_Exercise goal_. Reproduce the listing below in full and without alteration, apart from its pictures.

_Given records_.
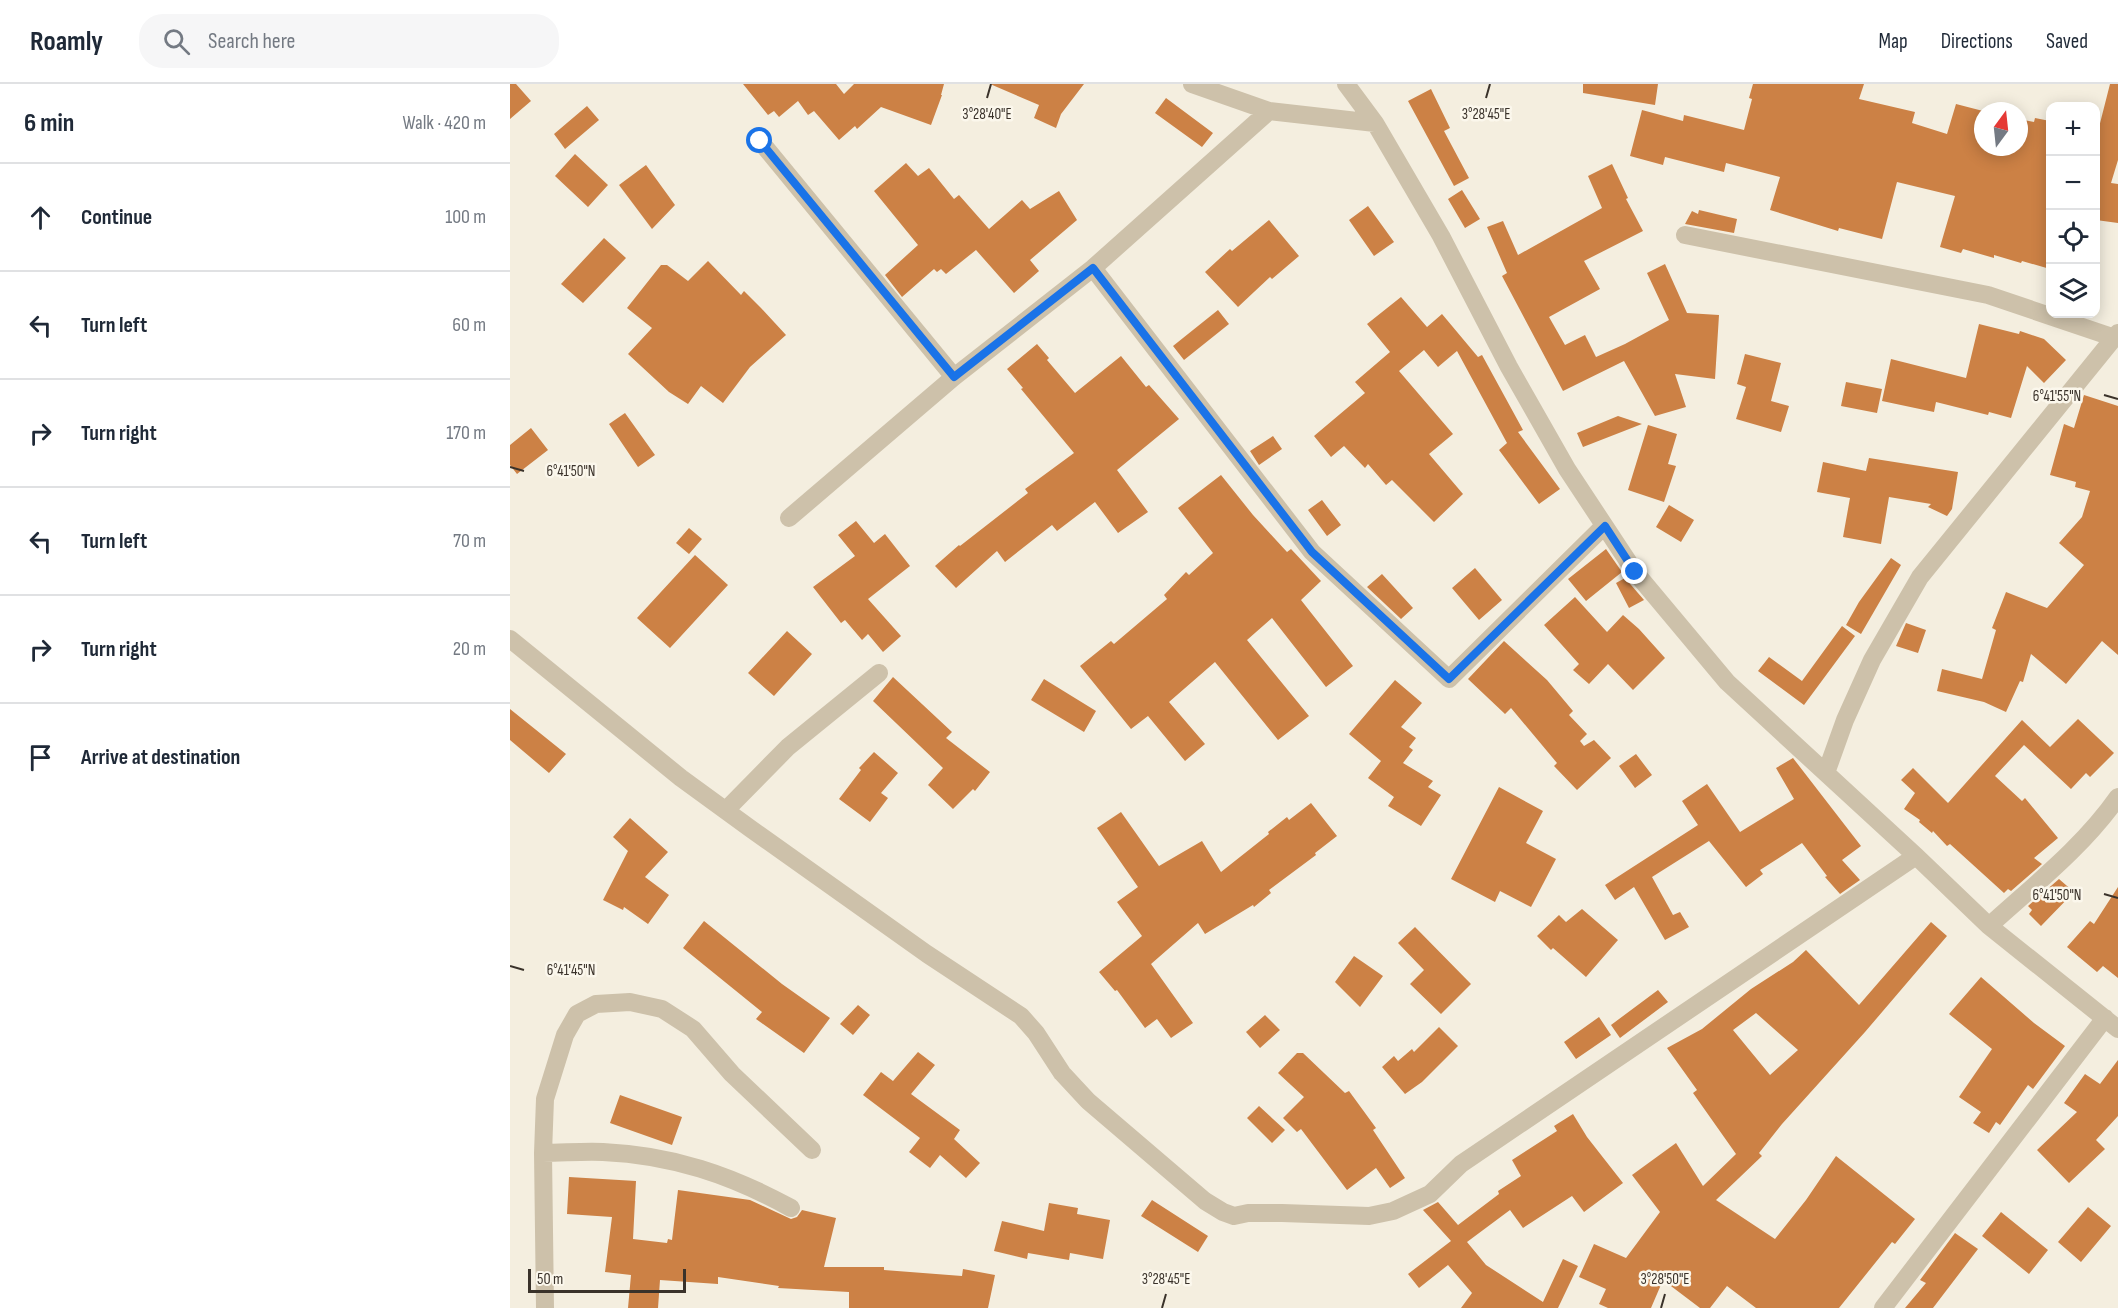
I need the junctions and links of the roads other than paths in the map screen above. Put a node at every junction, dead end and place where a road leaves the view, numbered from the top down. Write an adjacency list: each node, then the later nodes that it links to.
1 (1192, 84): 3 (street)
2 (1346, 84): 4 (street)
3 (1269, 111): 4 (street); 7 (street)
4 (1375, 123): 11 (street)
5 (760, 141): 9 (street)
6 (1685, 235): 8 (street)
7 (1093, 268): 9 (street); 11 (street)
8 (2116, 336): 14 (street)
9 (954, 377): 10 (street)
10 (789, 518)
11 (1605, 526): 14 (street)
12 (510, 639): 16 (street)
13 (879, 673): 16 (street)
14 (1826, 773): 17 (street)
15 (2118, 797): 18 (street)
16 (726, 810): 17 (street)
17 (1916, 856): 18 (street)
18 (1989, 926): 19 (street)
19 (2111, 1024): 24 (street)
20 (812, 1150): 21 (street)
21 (543, 1153): 22 (street); 23 (street)
22 (791, 1208)
23 (545, 1308)
24 (1883, 1308)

_Exercise response_.
I need the junctions and links of the roads other than paths in the map screen above. Put a node at every junction, dead end and place where a road leaves the view, numbered from the top down. Write an adjacency list: each node, then the later nodes that it links to.
1 (1192, 84): 3 (street)
2 (1346, 84): 4 (street)
3 (1269, 111): 4 (street); 7 (street)
4 (1375, 123): 11 (street)
5 (760, 141): 9 (street)
6 (1685, 235): 8 (street)
7 (1093, 268): 9 (street); 11 (street)
8 (2116, 336): 14 (street)
9 (954, 377): 10 (street)
10 (789, 518)
11 (1605, 526): 14 (street)
12 (510, 639): 16 (street)
13 (879, 673): 16 (street)
14 (1826, 773): 17 (street)
15 (2118, 797): 18 (street)
16 (726, 810): 17 (street)
17 (1916, 856): 18 (street)
18 (1989, 926): 19 (street)
19 (2111, 1024): 24 (street)
20 (812, 1150): 21 (street)
21 (543, 1153): 22 (street); 23 (street)
22 (791, 1208)
23 (545, 1308)
24 (1883, 1308)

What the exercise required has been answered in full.